Second Circuit Court of Appeal
Fortunately, the cases cited above are not the only cases to address this issue. In Payne v. Lawn Lourd Lawn Service, 35491-WCA (La. App. 2 Cir. 12/5/01), the Second Circuit rejected the argument that an employer must obtain physician approval before notifying an employee of a job. The court found no requirement in Banks for prior physician approval of jobs. The court explained:
We can find no reason why sending simultaneous notification to the claimant and physician is not appropriate. This practice furthers the goal of allowing the opportunity to secure the job while the position is still open; and, in the event the physician does not approve the job, the claimant is not under any obligation to continue the employment.
(b) Amount of Wages Must be Certain
Banks requires that the employer establish the amount of wages that an employee could earn at an identified job. The amount of the wages must not be speculative. Louisiana courts have interpreted this instruction to mean that the employer must establish exactly how much the employee could earn in each job identified. Any factor that renders the amount of the wages uncertain will disqualify the job from consideration.
For example, the Third Circuit has said that jobs in which earnings are based on commission are too speculative to establish wage earning capacity. Leger v. Young Broadcasting, Inc., 98-572 (La. App. 3 Cir. 10/28/98). Similarly, if, because of the nature of an employer’s business, the amount of hours or days that an employee may vary from week to week, the wages at that job will be considered speculative and, therefore, the job may not be used to show wage earning capacity.[FN1]

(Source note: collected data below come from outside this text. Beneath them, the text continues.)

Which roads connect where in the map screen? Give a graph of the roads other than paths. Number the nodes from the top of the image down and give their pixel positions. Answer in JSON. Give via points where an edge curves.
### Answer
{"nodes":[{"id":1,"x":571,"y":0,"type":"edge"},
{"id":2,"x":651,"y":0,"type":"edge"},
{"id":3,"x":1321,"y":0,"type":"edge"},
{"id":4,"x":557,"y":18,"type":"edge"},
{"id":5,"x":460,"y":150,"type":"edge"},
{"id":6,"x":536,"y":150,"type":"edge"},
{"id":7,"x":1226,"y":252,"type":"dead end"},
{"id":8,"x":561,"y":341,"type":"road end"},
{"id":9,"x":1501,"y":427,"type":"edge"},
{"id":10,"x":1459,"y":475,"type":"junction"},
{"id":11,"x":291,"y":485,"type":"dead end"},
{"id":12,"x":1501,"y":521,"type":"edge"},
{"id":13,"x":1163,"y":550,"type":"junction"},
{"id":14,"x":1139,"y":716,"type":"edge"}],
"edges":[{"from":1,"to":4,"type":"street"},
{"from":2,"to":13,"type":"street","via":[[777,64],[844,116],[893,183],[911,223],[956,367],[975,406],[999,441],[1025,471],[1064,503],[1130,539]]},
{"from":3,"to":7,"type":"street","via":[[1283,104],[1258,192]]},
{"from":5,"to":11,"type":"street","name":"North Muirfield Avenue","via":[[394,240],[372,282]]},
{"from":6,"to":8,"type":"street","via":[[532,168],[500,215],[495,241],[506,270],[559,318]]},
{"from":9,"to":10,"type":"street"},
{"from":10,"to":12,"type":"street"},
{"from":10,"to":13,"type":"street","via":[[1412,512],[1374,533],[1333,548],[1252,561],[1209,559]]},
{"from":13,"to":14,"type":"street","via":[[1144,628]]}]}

(3) Job Must Be Actually Available When Communicated to Employee
Under Banks, the employer must show that an actual job was available on the day that it was communicated to the employee. As with the amount of wages, any uncertainty on this point may eliminate the position from consideration in showing wage earning capacity.

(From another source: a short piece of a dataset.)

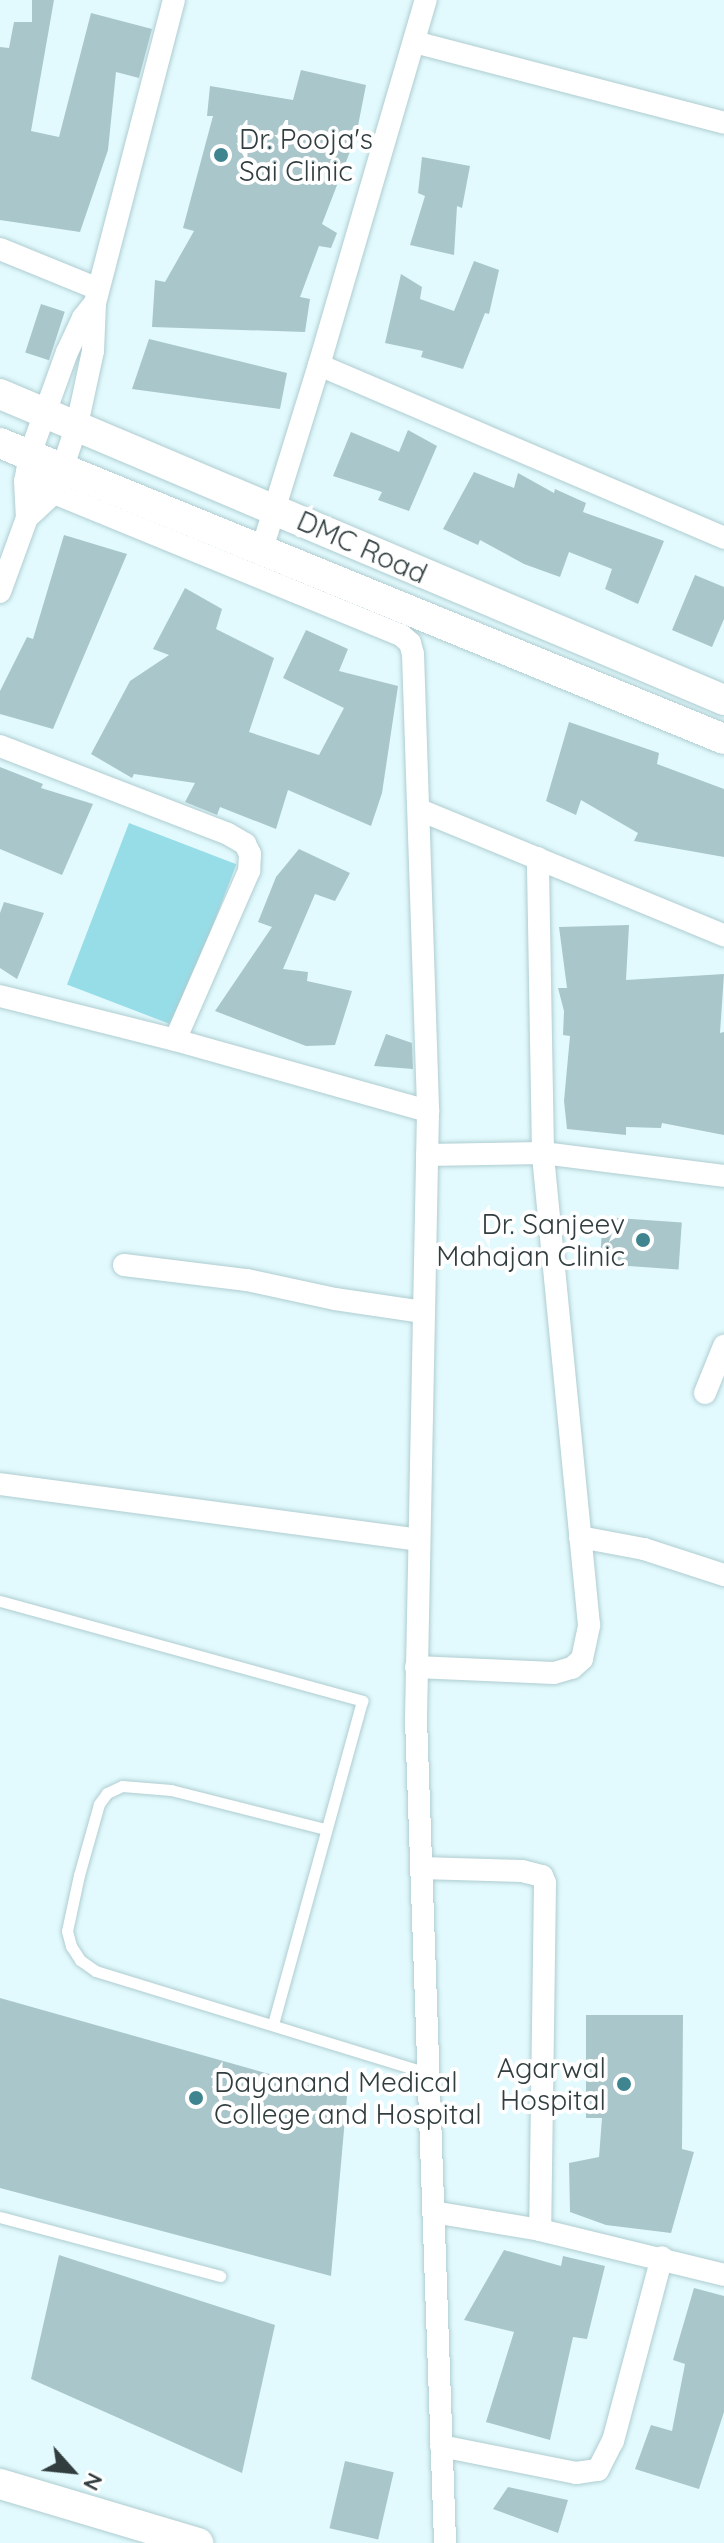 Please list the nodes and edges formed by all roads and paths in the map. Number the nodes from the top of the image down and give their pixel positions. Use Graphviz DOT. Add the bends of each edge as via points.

In Manpower Temporary Services v. Lemoine, 99-636 (La. App. 3 Cir. 10/20/99), 747 So.2d 153, the vocational counselor advised the employee, through correspondence of employers that “currently have openings or are anticipating openings.” The court found that the reference to anticipated openings in the correspondence made it unclear which jobs were actually available when the employee was advised of the jobs. Therefore, the court held that the employer failed to show that an actual job was available for the employee.

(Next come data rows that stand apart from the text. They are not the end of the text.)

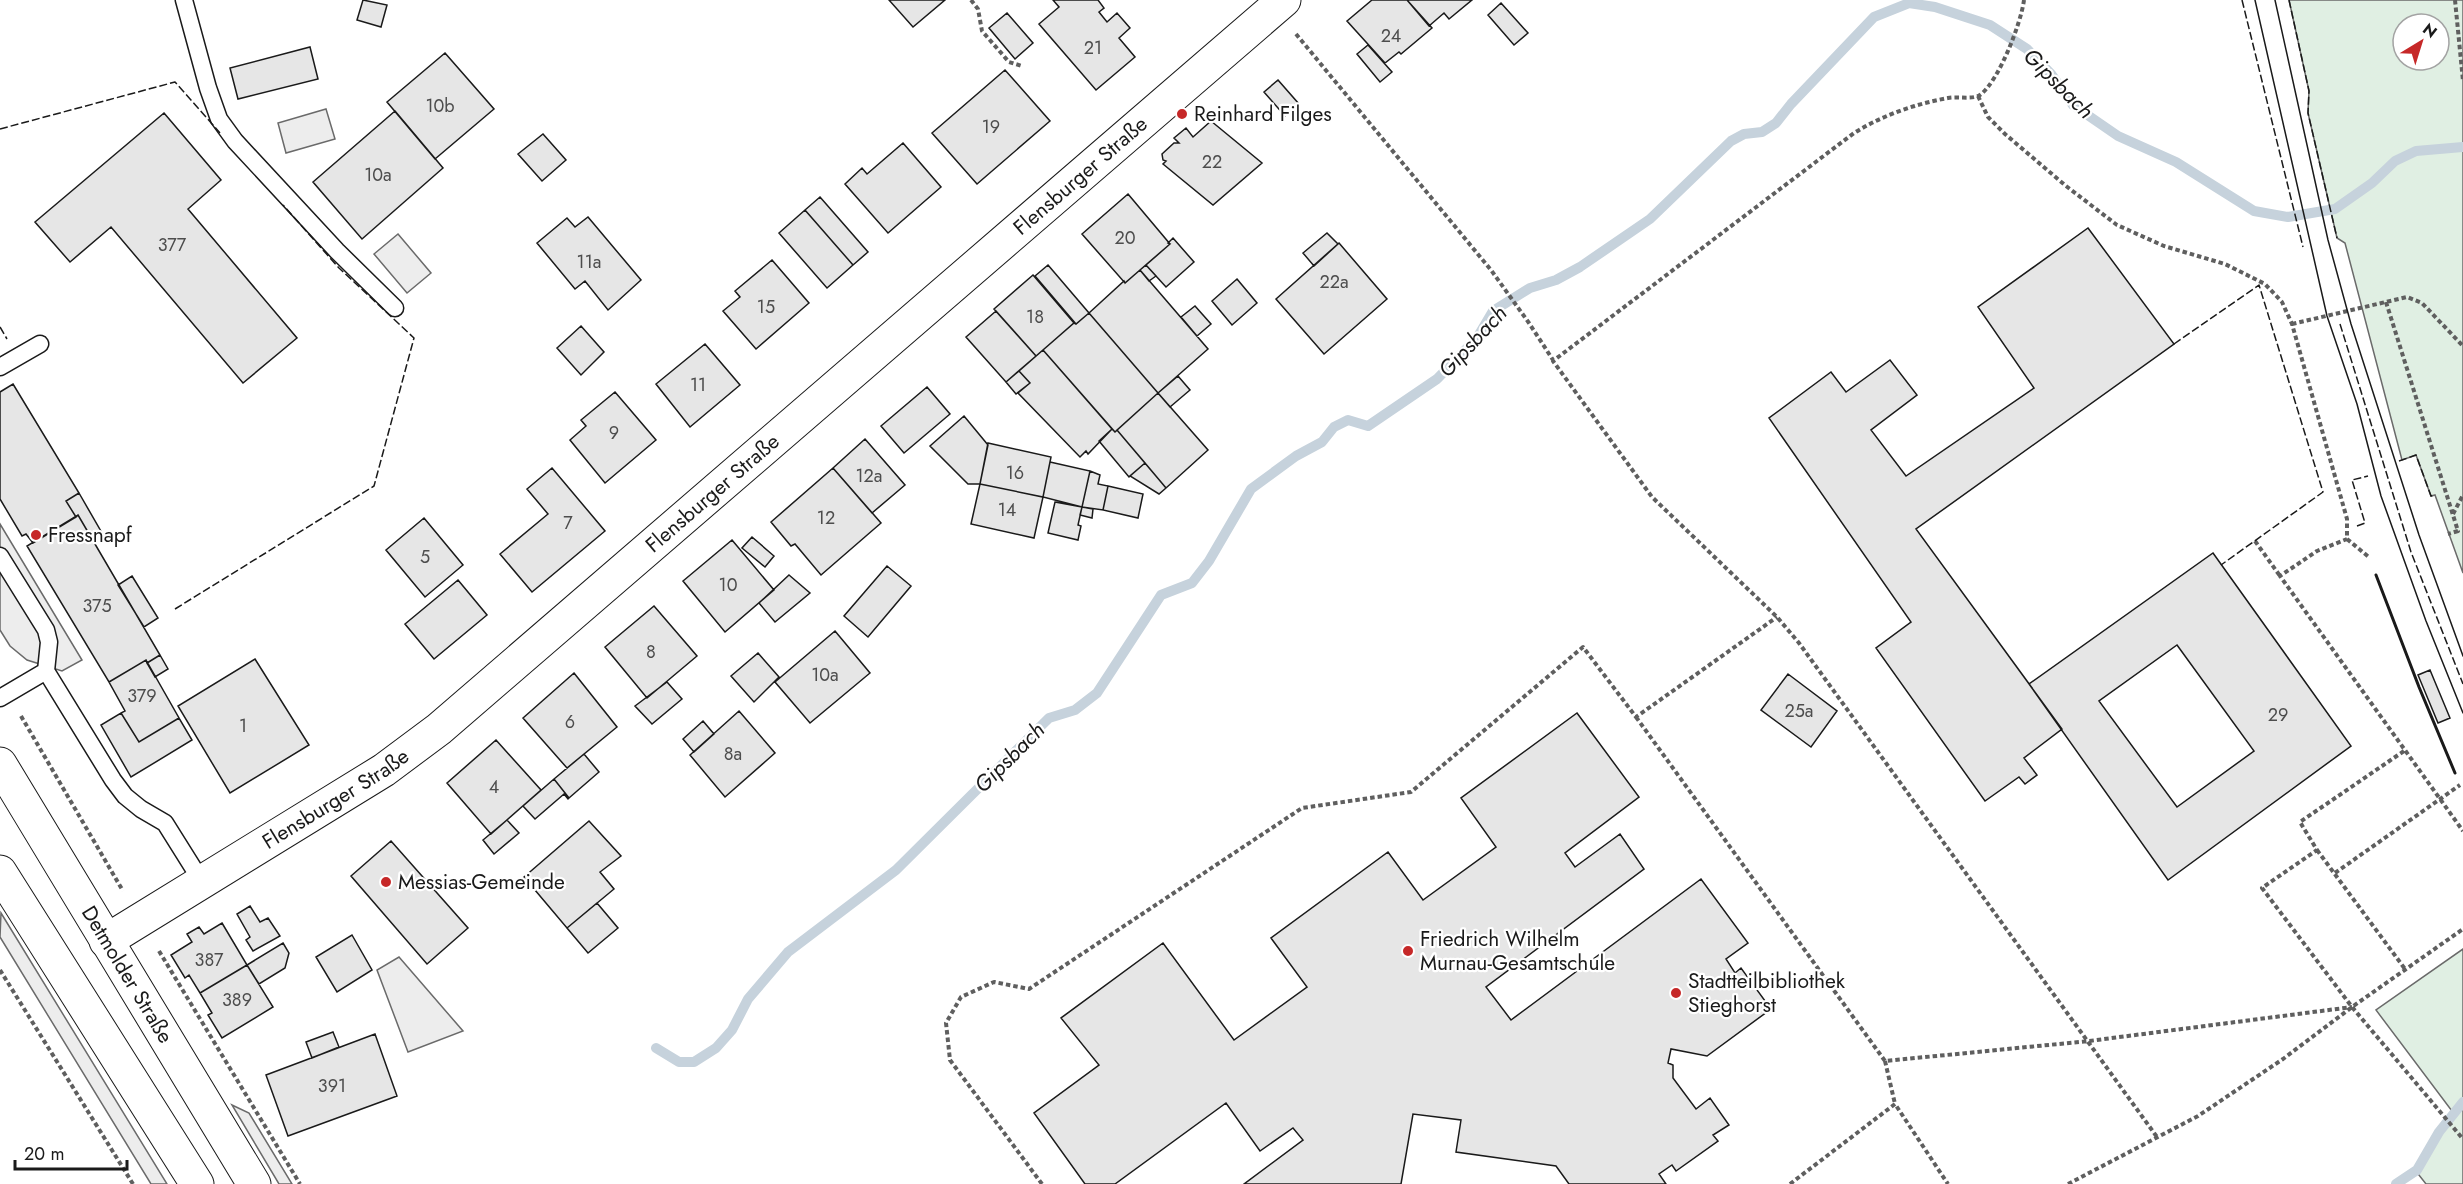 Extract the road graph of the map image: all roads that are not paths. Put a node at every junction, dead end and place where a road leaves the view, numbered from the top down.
1 (184, 0) edge
2 (1279, 4) edge
3 (395, 308) dead end
4 (40, 344) dead end
5 (0, 367) edge
6 (0, 555) edge
7 (46, 671) junction
8 (0, 698) edge
9 (0, 764) edge
10 (3, 880) edge
11 (202, 882) junction
12 (106, 941) junction
13 (197, 1184) edge
14 (254, 1184) edge

1 - 3 lane
2 - 11 street, Flensburger Straße
4 - 5 lane
6 - 7 lane
7 - 8 lane
7 - 11 lane
9 - 12 street, Detmolder Straße
10 - 13 street
11 - 12 street, Flensburger Straße
12 - 14 street, Detmolder Straße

Similarly, in First Baptist Church v. Fontenot 98-1158 (La. App. 3 Cir. 2/3/99), the court found that the employer did not identify an actual job because, “[a]lthough the vocational counselors testified as to the existence of such a position, they did not testify as to when they learned of the position or whether that position was, in fact, available on [the date that the employee was advised of the position].”
[FN1] In Banks, for example, the Supreme Court rejected vocational counselor’s estimate that the employee could earn $500.00 per week as a tractor-trailer driver as being speculative.